Au début de l’année scolaire, l’annonce que plusieurs universités américaines lançaient des «Cours de Twitter» a bien fait rire certaines rédactions. Mais après avoir vu un journaliste d’ABC annoncer sur Twitter que Barack Obama avait traité le rappeur Kanye West de «jackass», et surtout après les nouvelles règles données par le Washington Post à ses journalistes quant à l’utilisation des médias sociaux, le cours ne parait plus aussi risible.
Le programme du cours est modifié en permanence sur un google doc. Avant de commencer nos sessions, Dean Sree et son collègue Adam Glenn ont d’ailleurs envoyé le lien sur Twitter en demandant à leurs followers des commentaires, des conseils, des ajouts possibles. (Si vous avez des idées en le lisant, envoyez-les en anglais sur Twitter à @sreenet, en français ou en anglais à moi et je transmettrai).
Le but du cours est de nous apprendre à trouver des infos et identifier des sources, à entretenir une relation avec nos lecteurs, et à construire notre «marque». Pour Dean Sree, les médias sociaux changent profondément la façon d’envisager notre métier: «Les journalistes envisagent le journalisme comme un accouchement, mais ils devraient plutôt l’envisager comme un développement de logiciel».
Et de citer Brian Stelter, journaliste télé au New York Times, qui commence souvent par un tweet du genre «Je bosse sur ça, vous en pensez quoi?», avant d’en faire un post pour le blog Media Decoder, et de finir avec un article dans le journal. Et il n’est pas le seul à briser toutes les règles traditionnelles du journalisme qui encouragent à garder ses idées secrètes de peur de se les faire piquer.
Mes devoirs? Live-tweeter un événement ou trouver des fils twitter qui constituent de bonnes sources pour les sujets que je couvre en cours. Vous pouvez retrouver tout ce qu’on fait sur le groupe ning de la classe, où les élèves postent leurs réponses.
Depuis notre première session, on analyse chaque semaine le rapport des médias traditionnels avec les réseaux sociaux, en se concentrant sur les règles internes de grands groupes médias quant à l’utilisation par leurs journalistes de Facebook, Twitter, ou des blogs.

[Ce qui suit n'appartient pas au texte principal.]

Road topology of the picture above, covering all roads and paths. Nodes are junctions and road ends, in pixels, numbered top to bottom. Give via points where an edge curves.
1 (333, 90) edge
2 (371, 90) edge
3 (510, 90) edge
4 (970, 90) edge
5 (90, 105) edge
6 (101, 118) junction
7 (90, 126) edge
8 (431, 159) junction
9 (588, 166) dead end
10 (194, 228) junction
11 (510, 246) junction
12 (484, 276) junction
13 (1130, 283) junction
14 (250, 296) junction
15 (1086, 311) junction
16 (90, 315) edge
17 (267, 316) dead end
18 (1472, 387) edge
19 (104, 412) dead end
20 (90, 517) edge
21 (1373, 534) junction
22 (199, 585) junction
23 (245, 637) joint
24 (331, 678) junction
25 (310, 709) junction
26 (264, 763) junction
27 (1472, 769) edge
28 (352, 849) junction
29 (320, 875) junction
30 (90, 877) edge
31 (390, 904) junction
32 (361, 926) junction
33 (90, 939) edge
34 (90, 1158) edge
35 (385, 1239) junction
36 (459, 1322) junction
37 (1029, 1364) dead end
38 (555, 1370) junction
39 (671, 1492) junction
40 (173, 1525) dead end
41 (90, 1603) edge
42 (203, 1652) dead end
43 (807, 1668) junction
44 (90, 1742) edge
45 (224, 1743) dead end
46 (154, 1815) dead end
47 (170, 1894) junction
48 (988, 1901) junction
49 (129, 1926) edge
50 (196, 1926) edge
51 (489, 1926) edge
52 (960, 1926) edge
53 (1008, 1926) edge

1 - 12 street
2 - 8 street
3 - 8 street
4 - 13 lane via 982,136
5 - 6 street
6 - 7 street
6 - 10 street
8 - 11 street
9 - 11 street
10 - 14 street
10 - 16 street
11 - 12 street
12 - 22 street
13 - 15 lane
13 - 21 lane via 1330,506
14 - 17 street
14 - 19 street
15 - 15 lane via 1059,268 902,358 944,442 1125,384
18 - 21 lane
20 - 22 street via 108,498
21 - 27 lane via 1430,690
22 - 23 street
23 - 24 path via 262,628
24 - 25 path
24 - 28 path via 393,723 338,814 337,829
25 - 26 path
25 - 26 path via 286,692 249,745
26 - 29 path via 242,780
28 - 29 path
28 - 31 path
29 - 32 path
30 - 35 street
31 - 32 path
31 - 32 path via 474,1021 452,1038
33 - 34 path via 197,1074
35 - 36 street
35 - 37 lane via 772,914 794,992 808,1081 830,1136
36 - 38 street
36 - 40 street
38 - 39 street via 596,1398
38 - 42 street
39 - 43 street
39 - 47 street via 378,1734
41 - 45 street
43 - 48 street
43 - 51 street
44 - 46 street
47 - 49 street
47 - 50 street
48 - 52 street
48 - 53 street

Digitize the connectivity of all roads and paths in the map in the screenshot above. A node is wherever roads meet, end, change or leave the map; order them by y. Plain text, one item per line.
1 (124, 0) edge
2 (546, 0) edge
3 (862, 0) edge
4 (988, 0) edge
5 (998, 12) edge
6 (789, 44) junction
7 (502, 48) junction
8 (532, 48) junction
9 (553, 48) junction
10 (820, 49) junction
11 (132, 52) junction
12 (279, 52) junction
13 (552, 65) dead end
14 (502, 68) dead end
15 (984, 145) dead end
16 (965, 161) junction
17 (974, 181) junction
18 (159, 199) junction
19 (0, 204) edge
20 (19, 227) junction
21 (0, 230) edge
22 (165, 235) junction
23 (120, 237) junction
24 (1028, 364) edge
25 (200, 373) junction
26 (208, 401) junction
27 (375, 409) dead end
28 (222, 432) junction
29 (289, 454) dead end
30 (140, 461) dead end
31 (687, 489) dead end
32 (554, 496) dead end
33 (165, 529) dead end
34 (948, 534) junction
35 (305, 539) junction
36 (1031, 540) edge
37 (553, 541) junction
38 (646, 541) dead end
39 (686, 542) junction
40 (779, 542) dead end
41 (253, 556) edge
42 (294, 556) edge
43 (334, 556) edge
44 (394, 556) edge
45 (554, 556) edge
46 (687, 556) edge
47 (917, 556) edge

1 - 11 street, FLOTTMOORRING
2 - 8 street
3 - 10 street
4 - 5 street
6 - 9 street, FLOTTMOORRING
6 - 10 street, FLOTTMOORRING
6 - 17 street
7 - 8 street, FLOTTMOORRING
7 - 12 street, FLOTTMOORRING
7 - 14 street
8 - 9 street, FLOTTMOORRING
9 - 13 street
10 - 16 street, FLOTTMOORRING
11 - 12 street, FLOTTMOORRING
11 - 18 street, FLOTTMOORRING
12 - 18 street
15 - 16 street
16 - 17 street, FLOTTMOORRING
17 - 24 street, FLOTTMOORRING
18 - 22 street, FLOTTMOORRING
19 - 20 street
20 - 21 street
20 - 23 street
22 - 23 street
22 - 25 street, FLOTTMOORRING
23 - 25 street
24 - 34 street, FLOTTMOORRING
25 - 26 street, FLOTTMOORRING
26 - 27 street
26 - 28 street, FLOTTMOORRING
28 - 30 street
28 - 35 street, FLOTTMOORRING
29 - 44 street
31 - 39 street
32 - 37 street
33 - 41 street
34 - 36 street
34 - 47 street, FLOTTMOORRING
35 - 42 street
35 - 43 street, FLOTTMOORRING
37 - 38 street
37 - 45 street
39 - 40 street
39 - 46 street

Les réactions des élèves aux règles de l’Associated Press, du Wall Street Journal ou de la BBC se ressemblent: elles sont généralement raisonnables, mais mes collègues trouvent qu’elles considèrent les médias sociaux de façon assez négative, via le prisme de «tout ce qui pourrait mal se passer».
Question de culture journalistique
Du coup, une petite équipe dans la classe a comme projet final de rédiger une base de conseils positifs sur «comment utiliser les médias sociaux en tant que journalistes».
Mais ce qui me paraît le plus fou dans cette histoire, c’est que tous ces médias ont des règles claires définissant comment leurs journalistes doivent se comporter, pour certaines publiées, pour d’autres fuitées. Je ne parle pas ici de règles sur les cadeaux à ne pas accepter ou les conflits d’intérêts, mais de la supposée impartialité / objectivité des journalistes.
La culture journalistique est difficile à comparer, bien sûr, puisqu’en France la presse écrite est traditionnellement positionnée politiquement: Libération à gauche, Le Figaro à droite, etc. Aux Etats-Unis, les journalistes ne sont jamais censés donner leur opinion, sauf s’ils sont éditorialistes, en fonction de la stricte règle de séparation entre les faits et les opinions.